### [ENTRIES SUPPLIED]
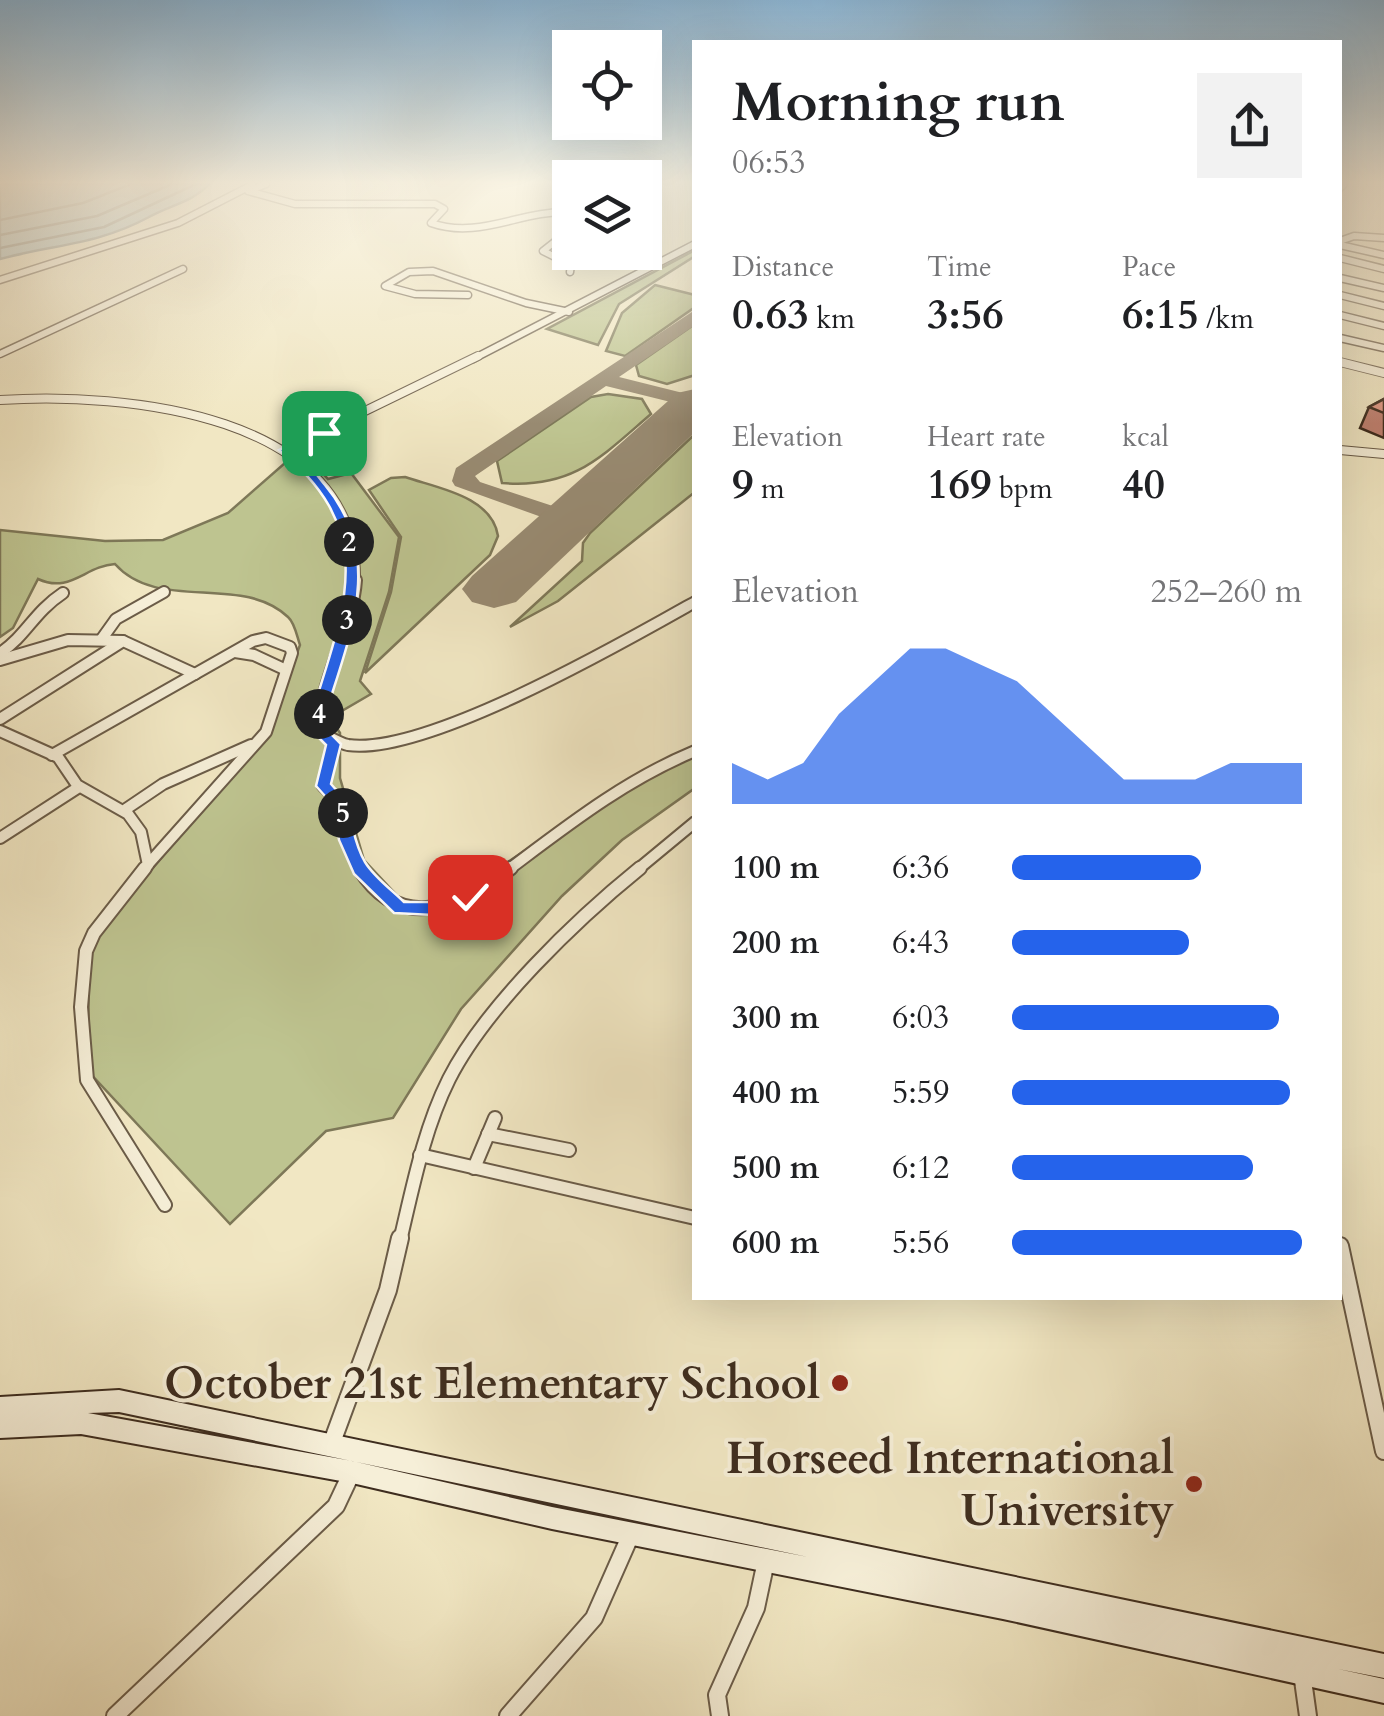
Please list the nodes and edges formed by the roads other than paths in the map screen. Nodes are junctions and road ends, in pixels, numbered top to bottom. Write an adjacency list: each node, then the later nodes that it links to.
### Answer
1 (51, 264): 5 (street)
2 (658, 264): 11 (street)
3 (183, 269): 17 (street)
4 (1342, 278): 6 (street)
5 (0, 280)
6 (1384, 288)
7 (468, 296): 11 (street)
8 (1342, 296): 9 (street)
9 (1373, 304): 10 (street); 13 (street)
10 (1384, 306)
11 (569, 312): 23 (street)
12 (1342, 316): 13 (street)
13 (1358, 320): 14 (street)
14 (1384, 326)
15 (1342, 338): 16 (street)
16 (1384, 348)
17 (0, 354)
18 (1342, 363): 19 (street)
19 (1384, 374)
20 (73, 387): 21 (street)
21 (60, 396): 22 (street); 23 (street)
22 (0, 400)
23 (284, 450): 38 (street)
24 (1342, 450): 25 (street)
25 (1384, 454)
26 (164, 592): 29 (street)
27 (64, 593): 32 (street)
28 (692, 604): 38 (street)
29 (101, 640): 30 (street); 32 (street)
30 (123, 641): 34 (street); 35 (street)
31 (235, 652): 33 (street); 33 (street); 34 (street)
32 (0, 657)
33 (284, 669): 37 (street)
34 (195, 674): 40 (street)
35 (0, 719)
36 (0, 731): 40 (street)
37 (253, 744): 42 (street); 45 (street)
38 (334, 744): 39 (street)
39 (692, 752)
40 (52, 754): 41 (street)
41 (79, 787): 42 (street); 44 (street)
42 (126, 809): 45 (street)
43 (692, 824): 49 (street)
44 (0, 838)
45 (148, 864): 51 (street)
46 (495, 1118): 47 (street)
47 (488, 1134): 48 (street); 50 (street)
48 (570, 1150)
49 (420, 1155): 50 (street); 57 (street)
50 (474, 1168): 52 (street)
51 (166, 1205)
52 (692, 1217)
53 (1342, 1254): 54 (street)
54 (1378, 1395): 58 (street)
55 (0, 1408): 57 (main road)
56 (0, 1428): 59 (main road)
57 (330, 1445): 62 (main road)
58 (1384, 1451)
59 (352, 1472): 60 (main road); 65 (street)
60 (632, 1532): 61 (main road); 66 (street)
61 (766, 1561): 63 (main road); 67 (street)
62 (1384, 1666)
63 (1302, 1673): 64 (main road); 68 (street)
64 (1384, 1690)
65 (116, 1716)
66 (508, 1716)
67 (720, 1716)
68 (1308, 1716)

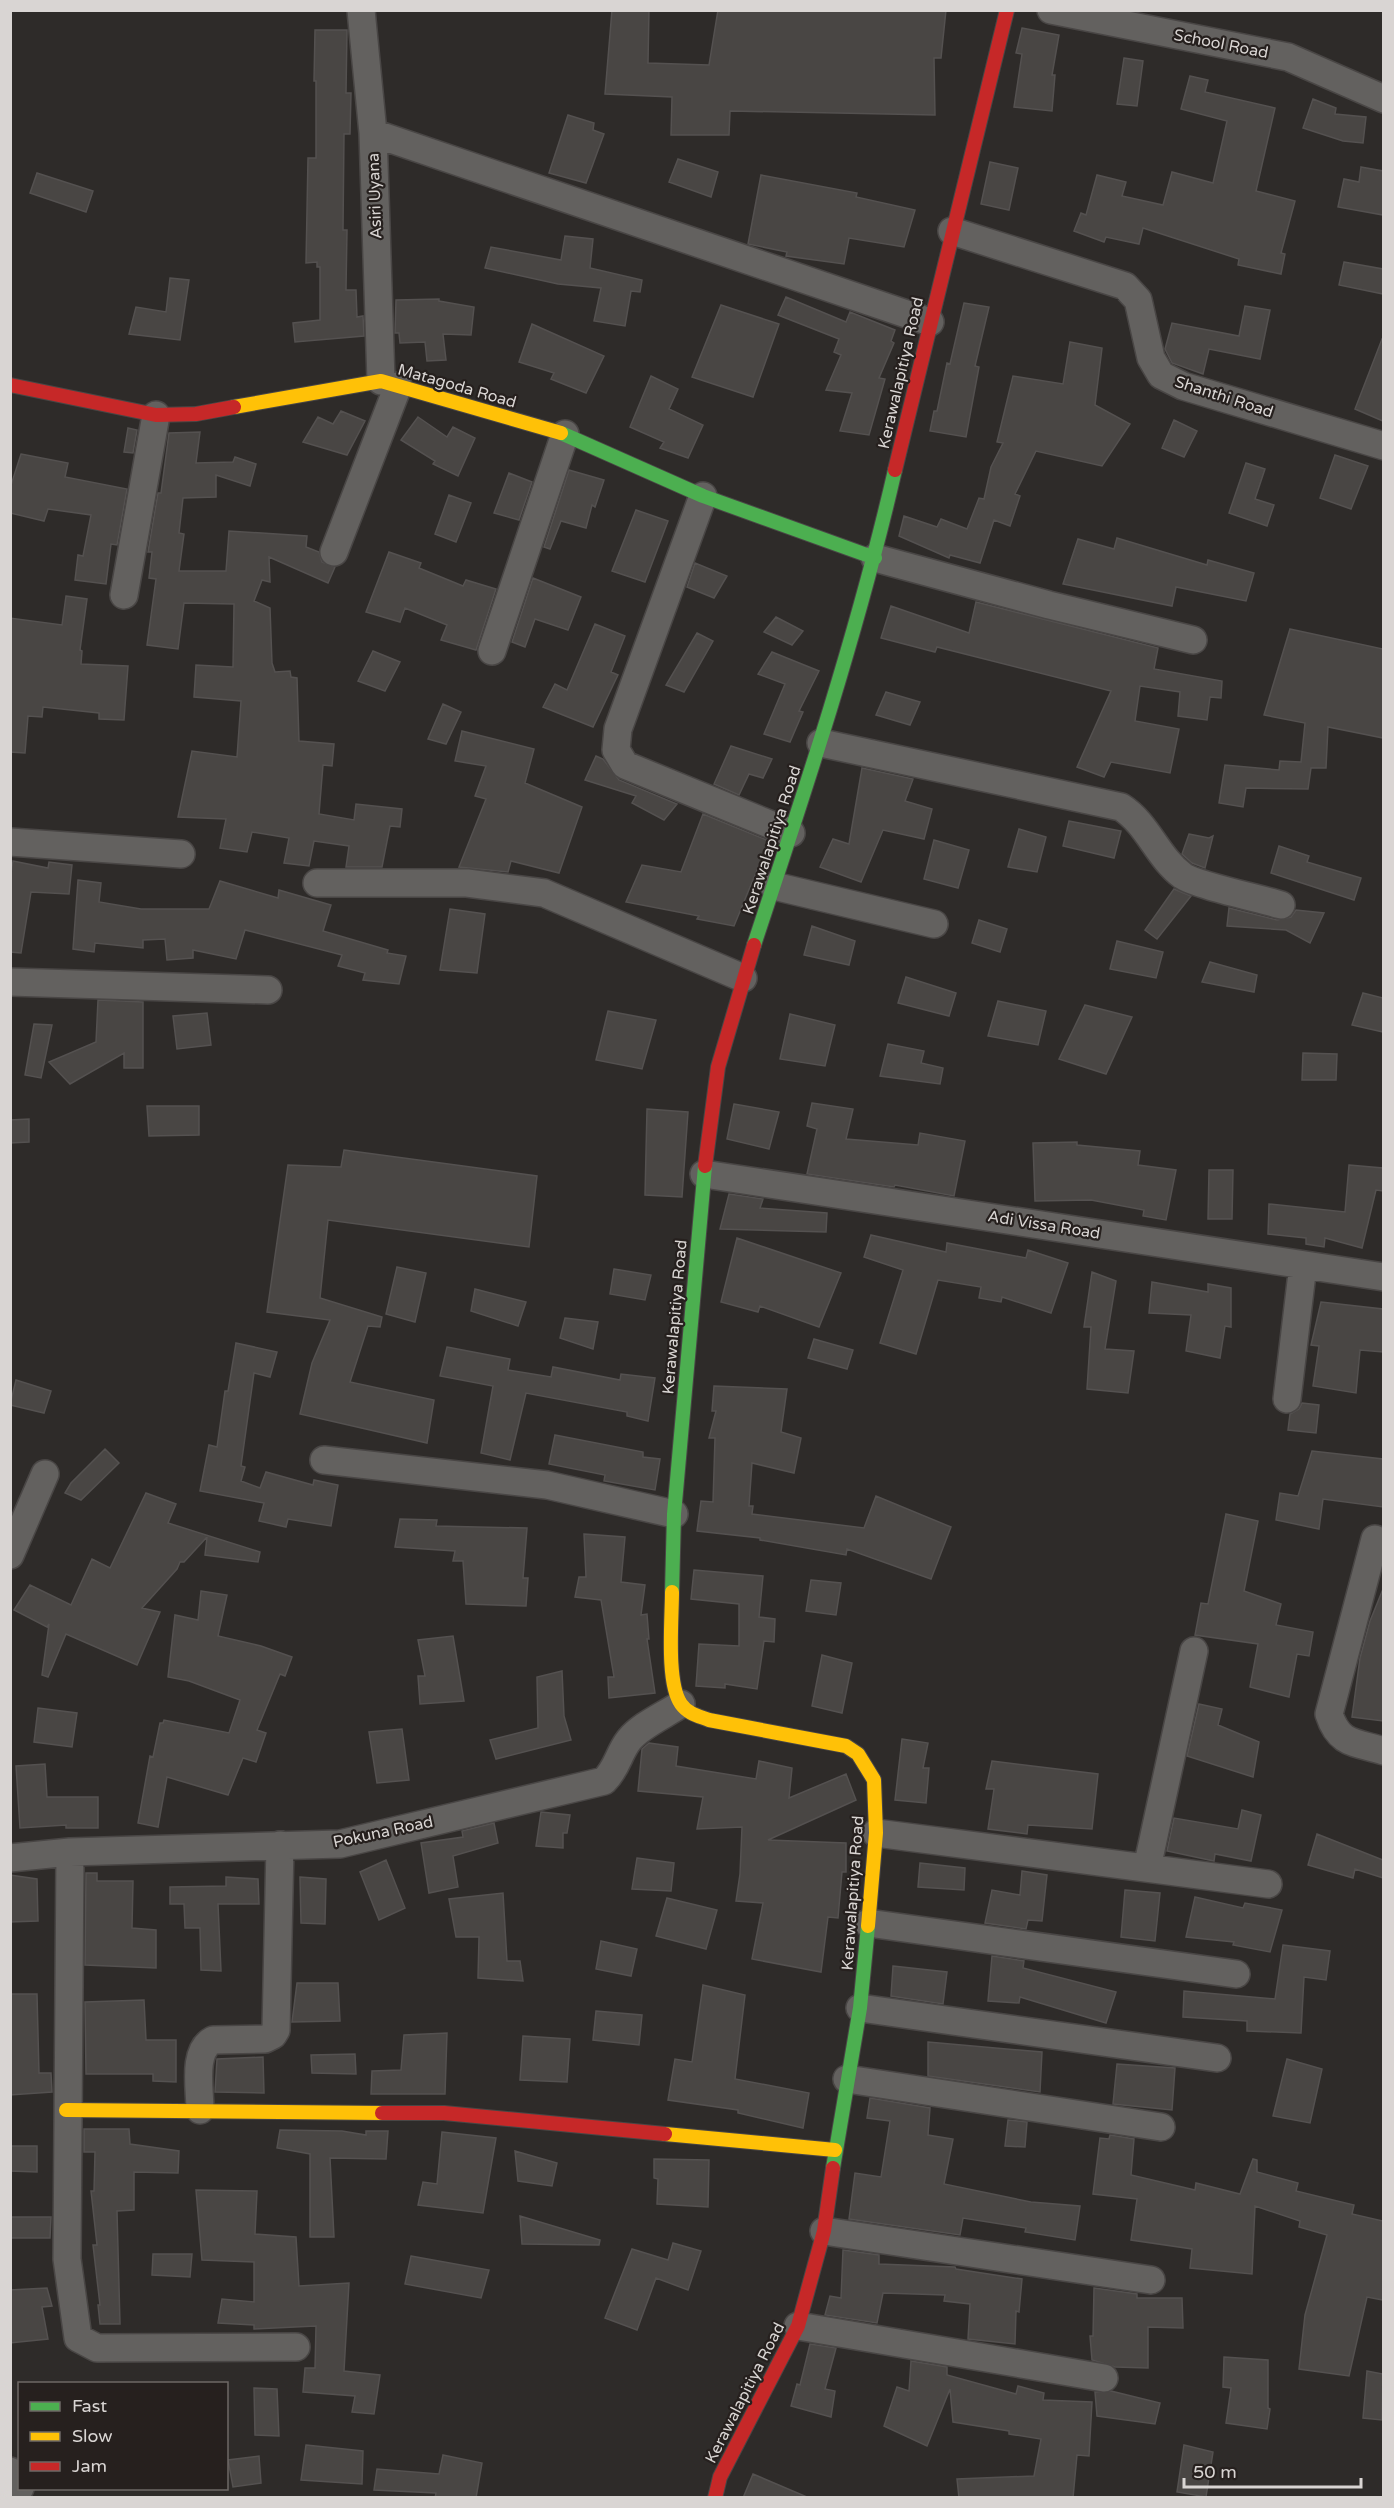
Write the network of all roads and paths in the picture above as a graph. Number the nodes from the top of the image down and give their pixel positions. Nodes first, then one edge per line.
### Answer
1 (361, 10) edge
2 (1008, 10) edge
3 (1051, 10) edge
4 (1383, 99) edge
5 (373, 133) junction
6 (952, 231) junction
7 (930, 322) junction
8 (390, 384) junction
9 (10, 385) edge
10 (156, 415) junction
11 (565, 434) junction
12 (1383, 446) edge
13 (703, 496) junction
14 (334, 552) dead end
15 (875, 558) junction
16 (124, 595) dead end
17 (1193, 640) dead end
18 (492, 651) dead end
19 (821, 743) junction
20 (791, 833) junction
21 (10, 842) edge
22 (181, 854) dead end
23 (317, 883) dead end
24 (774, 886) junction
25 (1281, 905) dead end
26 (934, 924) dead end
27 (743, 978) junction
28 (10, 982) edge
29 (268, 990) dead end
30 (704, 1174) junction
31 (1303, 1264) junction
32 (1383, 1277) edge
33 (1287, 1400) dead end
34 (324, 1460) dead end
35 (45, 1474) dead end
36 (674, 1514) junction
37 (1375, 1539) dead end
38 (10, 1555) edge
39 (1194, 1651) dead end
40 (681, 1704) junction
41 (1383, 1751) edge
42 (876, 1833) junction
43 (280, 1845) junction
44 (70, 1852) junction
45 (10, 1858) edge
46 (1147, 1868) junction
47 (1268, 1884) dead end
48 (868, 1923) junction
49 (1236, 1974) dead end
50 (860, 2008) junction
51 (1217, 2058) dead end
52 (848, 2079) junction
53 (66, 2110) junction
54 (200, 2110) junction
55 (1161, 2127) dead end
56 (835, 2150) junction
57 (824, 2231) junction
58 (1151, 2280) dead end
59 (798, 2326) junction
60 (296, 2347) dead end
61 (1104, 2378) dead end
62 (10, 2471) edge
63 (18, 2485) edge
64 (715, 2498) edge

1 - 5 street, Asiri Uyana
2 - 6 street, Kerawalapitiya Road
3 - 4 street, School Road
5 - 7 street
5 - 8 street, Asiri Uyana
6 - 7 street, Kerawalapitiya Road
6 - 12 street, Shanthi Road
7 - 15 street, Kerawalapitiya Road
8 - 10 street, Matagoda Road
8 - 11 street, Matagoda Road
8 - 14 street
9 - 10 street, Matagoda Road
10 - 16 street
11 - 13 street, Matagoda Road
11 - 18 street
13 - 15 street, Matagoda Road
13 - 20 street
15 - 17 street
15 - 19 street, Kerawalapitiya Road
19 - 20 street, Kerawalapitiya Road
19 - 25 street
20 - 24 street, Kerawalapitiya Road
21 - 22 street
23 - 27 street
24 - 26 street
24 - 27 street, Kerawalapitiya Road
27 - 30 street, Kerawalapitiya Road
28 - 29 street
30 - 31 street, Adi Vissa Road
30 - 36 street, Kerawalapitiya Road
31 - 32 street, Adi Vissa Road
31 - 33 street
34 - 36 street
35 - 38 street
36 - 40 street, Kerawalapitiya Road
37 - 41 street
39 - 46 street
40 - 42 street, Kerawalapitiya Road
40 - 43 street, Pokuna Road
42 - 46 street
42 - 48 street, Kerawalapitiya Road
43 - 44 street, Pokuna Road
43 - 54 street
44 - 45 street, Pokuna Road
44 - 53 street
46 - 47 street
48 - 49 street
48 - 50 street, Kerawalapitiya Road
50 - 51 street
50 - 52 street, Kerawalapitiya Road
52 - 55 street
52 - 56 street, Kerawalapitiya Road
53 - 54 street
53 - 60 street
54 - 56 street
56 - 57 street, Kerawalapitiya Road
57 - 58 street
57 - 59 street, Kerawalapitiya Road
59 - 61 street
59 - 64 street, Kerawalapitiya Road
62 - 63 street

### [WHAT THE EXERCISE ASKS]
Look through the data above and return each line where the string "main" occurs.

### [EXERCISE SOLUTION]
55 (0, 1408): 57 (main road)
56 (0, 1428): 59 (main road)
57 (330, 1445): 62 (main road)
59 (352, 1472): 60 (main road); 65 (street)
60 (632, 1532): 61 (main road); 66 (street)
61 (766, 1561): 63 (main road); 67 (street)
63 (1302, 1673): 64 (main road); 68 (street)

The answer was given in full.